Records contained in a dataset
╭──
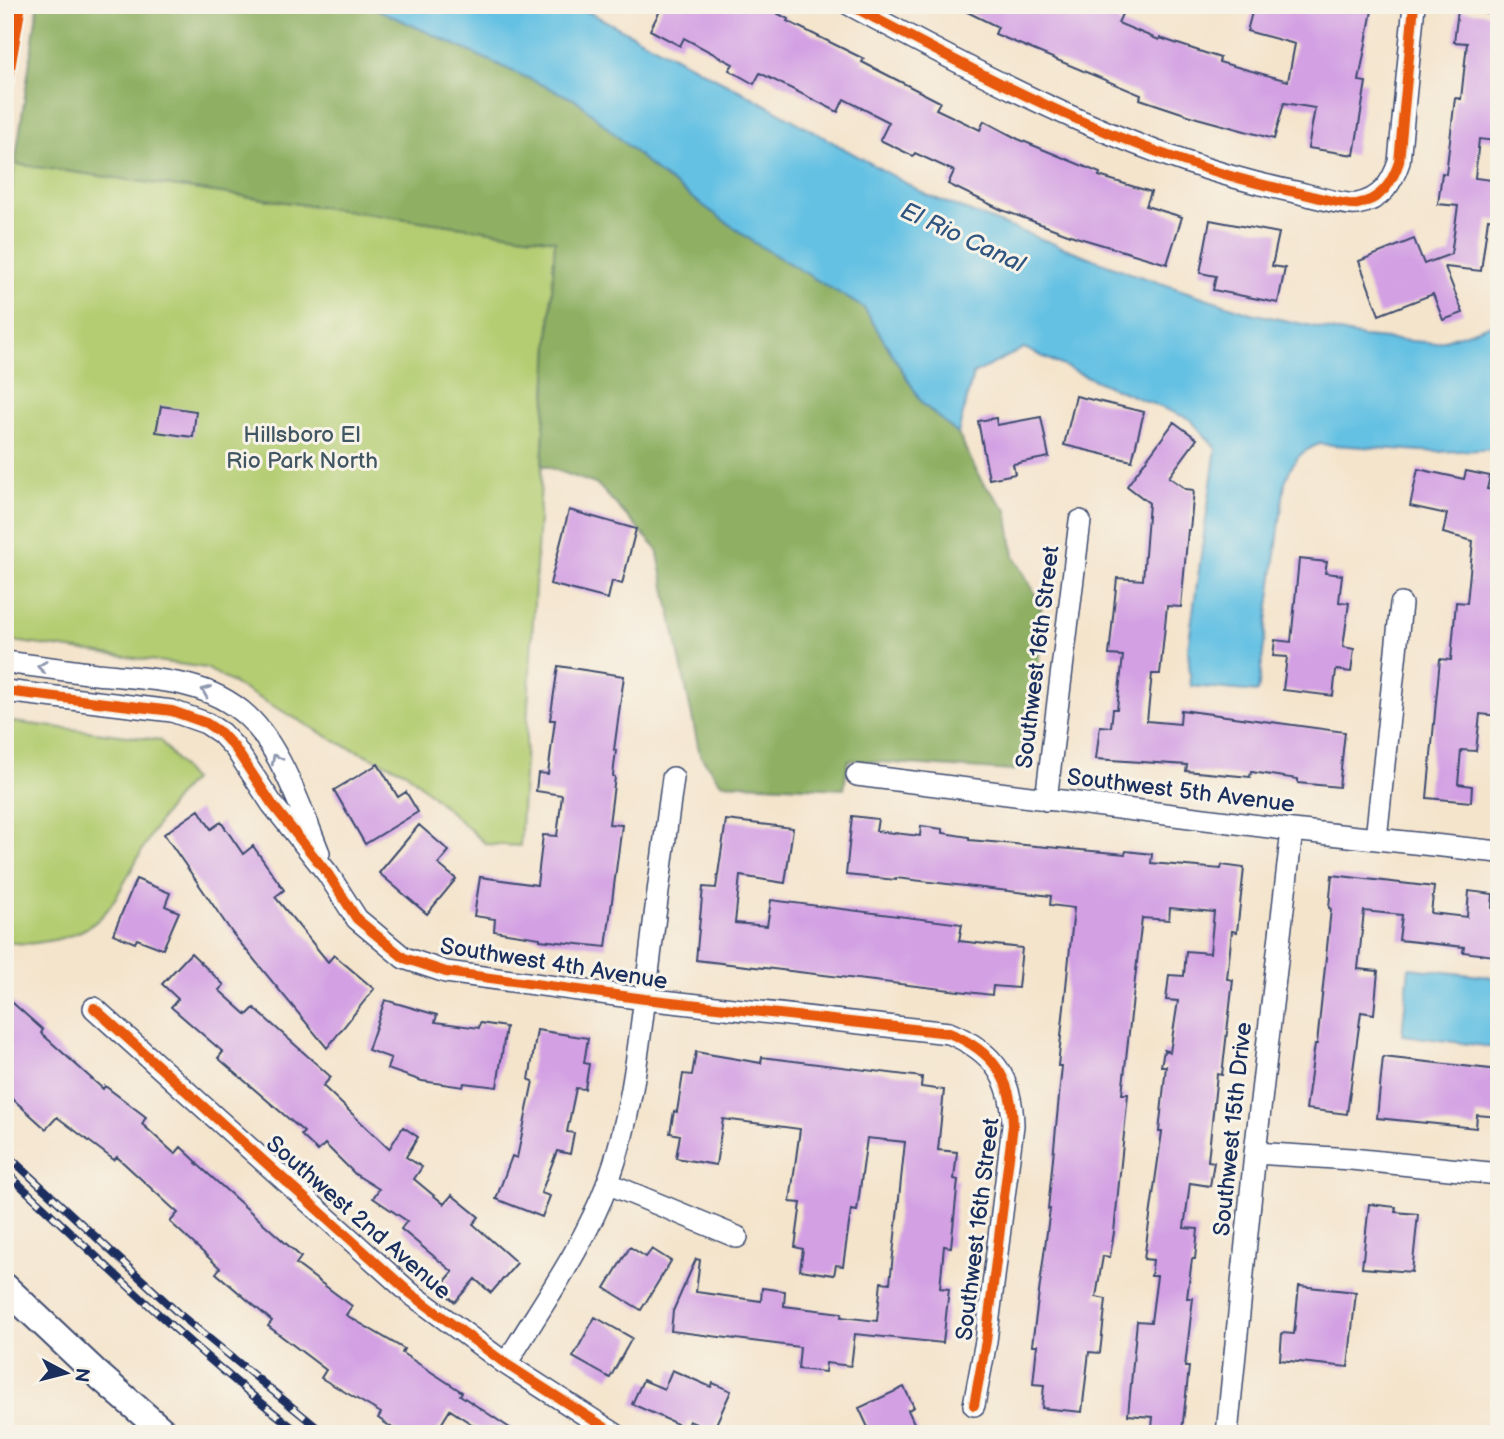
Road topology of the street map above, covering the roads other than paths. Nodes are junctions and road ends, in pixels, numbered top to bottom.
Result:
1 (10, 5) edge
2 (850, 5) edge
3 (1414, 5) edge
4 (5, 26) edge
5 (1080, 521) dead end
6 (1401, 604) dead end
7 (5, 662) edge
8 (5, 691) edge
9 (260, 731) junction
10 (235, 748) junction
11 (857, 775) dead end
12 (673, 778) dead end
13 (292, 788) junction
14 (1046, 800) junction
15 (272, 804) junction
16 (1292, 830) junction
17 (1376, 839) junction
18 (1499, 852) edge
19 (328, 874) junction
20 (645, 999) junction
21 (94, 1008) dead end
22 (992, 1062) joint
23 (1255, 1153) junction
24 (1499, 1174) edge
25 (607, 1183) junction
26 (737, 1237) dead end
27 (5, 1287) edge
28 (506, 1364) junction
29 (974, 1405) dead end
30 (166, 1434) edge
31 (615, 1434) edge
32 (1227, 1434) edge

1 - 4 main road
2 - 3 street
5 - 14 street, Southwest 16th Street
6 - 17 street
9 -> 7 street, Southwest 4th Avenue
8 - 10 street, Southwest 4th Avenue
9 - 10 street
13 -> 9 street, Southwest 4th Avenue
10 - 15 street, Southwest 4th Avenue
11 - 14 street, Southwest 5th Avenue
12 - 20 street
13 - 15 street
13 - 19 street, Southwest 4th Avenue
14 - 16 street, Southwest 5th Avenue
15 - 19 street, Southwest 4th Avenue
16 - 17 street, Southwest 5th Avenue
16 - 23 street, Southwest 15th Drive
17 - 18 street, Southwest 5th Avenue
19 - 20 street, Southwest 4th Avenue
20 - 22 street, Southwest 4th Avenue
20 - 25 street
21 - 28 street, Southwest 2nd Avenue
22 - 29 street, Southwest 16th Street
23 - 24 street
23 - 32 street, Southwest 15th Drive
25 - 26 street
25 - 28 street
27 - 30 main road
28 - 31 street, Southwest 2nd Avenue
╰──
What is being asked —
Looking at the entries above, say how many lines contain the word "road". Nothing but the number is needed.

Expected answer —
3